Problem requirements: Transcribe every record without leaving anything out or changing a word.

-------- Entries shown

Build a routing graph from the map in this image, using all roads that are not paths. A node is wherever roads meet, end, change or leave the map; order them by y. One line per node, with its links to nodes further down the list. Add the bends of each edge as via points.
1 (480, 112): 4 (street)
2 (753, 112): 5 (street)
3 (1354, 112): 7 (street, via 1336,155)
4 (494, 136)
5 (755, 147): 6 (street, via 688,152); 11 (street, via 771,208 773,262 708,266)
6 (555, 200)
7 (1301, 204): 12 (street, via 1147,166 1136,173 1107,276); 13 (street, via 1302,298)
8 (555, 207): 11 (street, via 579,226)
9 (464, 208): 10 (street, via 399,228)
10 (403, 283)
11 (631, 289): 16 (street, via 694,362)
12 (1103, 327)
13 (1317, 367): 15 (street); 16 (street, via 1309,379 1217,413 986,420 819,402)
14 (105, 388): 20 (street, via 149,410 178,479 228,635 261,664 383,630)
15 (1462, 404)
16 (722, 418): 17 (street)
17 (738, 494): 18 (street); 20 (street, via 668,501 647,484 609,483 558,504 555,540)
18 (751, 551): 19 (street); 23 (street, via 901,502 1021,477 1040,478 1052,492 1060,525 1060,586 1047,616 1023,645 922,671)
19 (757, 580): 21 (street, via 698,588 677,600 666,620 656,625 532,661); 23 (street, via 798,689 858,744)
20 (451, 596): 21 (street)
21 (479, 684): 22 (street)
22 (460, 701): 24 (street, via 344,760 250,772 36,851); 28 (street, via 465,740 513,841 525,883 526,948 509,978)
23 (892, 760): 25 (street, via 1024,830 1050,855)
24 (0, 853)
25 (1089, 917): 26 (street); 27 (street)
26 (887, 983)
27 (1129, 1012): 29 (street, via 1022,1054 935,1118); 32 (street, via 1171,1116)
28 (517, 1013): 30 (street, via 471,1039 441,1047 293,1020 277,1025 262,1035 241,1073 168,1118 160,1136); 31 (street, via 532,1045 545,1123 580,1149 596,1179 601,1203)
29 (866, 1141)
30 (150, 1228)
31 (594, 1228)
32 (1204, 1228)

----------------

Answer space:
Build a routing graph from the map in this image, using all roads that are not paths. A node is wherever roads meet, end, change or leave the map; order them by y. One line per node, with its links to nodes further down the list. Add the bends of each edge as via points.
1 (480, 112): 4 (street)
2 (753, 112): 5 (street)
3 (1354, 112): 7 (street, via 1336,155)
4 (494, 136)
5 (755, 147): 6 (street, via 688,152); 11 (street, via 771,208 773,262 708,266)
6 (555, 200)
7 (1301, 204): 12 (street, via 1147,166 1136,173 1107,276); 13 (street, via 1302,298)
8 (555, 207): 11 (street, via 579,226)
9 (464, 208): 10 (street, via 399,228)
10 (403, 283)
11 (631, 289): 16 (street, via 694,362)
12 (1103, 327)
13 (1317, 367): 15 (street); 16 (street, via 1309,379 1217,413 986,420 819,402)
14 (105, 388): 20 (street, via 149,410 178,479 228,635 261,664 383,630)
15 (1462, 404)
16 (722, 418): 17 (street)
17 (738, 494): 18 (street); 20 (street, via 668,501 647,484 609,483 558,504 555,540)
18 (751, 551): 19 (street); 23 (street, via 901,502 1021,477 1040,478 1052,492 1060,525 1060,586 1047,616 1023,645 922,671)
19 (757, 580): 21 (street, via 698,588 677,600 666,620 656,625 532,661); 23 (street, via 798,689 858,744)
20 (451, 596): 21 (street)
21 (479, 684): 22 (street)
22 (460, 701): 24 (street, via 344,760 250,772 36,851); 28 (street, via 465,740 513,841 525,883 526,948 509,978)
23 (892, 760): 25 (street, via 1024,830 1050,855)
24 (0, 853)
25 (1089, 917): 26 (street); 27 (street)
26 (887, 983)
27 (1129, 1012): 29 (street, via 1022,1054 935,1118); 32 (street, via 1171,1116)
28 (517, 1013): 30 (street, via 471,1039 441,1047 293,1020 277,1025 262,1035 241,1073 168,1118 160,1136); 31 (street, via 532,1045 545,1123 580,1149 596,1179 601,1203)
29 (866, 1141)
30 (150, 1228)
31 (594, 1228)
32 (1204, 1228)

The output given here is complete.